Top of Supplied material

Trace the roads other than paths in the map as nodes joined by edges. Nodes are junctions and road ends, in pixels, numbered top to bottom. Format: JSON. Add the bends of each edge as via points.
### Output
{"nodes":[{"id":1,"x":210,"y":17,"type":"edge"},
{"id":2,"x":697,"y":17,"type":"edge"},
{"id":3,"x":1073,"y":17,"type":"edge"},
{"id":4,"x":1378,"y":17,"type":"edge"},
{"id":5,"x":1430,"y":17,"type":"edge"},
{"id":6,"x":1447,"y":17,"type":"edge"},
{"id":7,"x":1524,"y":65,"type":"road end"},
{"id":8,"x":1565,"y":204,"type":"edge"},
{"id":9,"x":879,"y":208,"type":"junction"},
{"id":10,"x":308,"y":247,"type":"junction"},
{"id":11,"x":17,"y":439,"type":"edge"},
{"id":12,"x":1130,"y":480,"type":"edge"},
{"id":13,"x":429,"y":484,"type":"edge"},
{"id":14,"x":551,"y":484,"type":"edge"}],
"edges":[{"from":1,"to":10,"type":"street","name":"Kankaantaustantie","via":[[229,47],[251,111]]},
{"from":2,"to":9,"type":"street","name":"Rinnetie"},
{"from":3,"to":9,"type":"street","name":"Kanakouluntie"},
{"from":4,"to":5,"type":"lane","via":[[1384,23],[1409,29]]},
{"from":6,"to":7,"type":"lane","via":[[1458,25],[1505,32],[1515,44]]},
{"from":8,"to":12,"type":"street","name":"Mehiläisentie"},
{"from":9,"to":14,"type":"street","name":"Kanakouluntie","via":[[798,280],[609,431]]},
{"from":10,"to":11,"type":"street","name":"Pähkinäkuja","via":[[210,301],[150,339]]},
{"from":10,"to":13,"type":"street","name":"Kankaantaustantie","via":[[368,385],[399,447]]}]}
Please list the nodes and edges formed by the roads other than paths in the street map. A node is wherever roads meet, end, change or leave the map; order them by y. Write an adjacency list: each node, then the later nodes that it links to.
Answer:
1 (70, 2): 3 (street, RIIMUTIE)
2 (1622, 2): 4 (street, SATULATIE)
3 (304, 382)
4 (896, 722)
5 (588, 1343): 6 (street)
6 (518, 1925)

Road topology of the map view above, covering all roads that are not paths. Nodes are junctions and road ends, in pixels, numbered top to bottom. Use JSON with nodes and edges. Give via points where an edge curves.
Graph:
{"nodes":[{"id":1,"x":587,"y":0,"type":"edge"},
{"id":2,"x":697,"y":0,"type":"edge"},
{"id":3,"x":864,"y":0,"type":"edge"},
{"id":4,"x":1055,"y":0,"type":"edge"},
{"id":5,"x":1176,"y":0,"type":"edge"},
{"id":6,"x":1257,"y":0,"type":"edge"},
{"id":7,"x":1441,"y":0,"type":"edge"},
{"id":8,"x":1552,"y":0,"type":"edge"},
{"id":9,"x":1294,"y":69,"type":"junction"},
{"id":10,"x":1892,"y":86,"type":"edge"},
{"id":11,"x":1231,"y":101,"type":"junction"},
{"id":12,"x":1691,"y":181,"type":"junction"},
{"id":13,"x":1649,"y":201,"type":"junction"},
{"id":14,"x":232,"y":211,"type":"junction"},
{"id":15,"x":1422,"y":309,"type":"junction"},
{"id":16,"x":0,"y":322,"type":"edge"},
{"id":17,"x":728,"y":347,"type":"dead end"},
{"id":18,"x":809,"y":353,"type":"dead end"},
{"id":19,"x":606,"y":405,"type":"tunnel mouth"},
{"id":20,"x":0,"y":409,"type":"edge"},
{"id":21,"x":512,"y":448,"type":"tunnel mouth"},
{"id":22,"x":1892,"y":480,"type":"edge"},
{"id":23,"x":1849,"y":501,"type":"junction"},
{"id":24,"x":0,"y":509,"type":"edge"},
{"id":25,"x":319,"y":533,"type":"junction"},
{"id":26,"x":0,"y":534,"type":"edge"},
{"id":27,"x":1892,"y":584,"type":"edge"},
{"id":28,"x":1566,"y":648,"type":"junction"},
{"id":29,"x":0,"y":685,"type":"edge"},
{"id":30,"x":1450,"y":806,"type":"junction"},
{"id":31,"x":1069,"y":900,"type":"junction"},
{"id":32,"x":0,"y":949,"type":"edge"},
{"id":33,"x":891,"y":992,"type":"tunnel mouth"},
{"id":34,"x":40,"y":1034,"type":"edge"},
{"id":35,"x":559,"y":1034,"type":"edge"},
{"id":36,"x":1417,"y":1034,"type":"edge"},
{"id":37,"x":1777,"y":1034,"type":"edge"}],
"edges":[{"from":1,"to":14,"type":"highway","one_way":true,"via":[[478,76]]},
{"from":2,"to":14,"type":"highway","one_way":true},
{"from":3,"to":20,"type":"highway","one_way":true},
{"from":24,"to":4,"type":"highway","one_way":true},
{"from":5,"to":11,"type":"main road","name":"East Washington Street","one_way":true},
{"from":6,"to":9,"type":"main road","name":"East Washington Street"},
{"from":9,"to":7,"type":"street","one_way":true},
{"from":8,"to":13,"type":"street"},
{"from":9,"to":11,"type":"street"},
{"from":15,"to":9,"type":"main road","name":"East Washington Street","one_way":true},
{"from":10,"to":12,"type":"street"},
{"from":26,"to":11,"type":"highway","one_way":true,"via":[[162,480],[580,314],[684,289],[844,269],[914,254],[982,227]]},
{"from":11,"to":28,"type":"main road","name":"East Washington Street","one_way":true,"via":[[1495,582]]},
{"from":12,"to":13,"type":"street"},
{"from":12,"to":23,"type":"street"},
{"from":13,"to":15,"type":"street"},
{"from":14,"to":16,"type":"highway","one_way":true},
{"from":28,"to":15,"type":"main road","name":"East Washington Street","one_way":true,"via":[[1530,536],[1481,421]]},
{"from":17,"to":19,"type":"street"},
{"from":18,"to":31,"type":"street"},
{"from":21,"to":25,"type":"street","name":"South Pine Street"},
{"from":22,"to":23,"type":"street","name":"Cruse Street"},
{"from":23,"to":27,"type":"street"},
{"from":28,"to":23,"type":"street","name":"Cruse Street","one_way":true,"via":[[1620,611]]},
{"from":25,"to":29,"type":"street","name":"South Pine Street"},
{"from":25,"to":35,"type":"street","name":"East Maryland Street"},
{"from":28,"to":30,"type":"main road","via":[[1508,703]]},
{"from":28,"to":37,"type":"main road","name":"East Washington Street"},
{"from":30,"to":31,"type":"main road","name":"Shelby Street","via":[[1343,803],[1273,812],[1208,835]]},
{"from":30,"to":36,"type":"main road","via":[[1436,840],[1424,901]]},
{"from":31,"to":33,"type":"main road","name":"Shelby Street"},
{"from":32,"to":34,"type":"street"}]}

Bottom of Supplied material

Each line holding the word "mouth" must be pulled from the records.

{"id":19,"x":606,"y":405,"type":"tunnel mouth"},
{"id":21,"x":512,"y":448,"type":"tunnel mouth"},
{"id":33,"x":891,"y":992,"type":"tunnel mouth"},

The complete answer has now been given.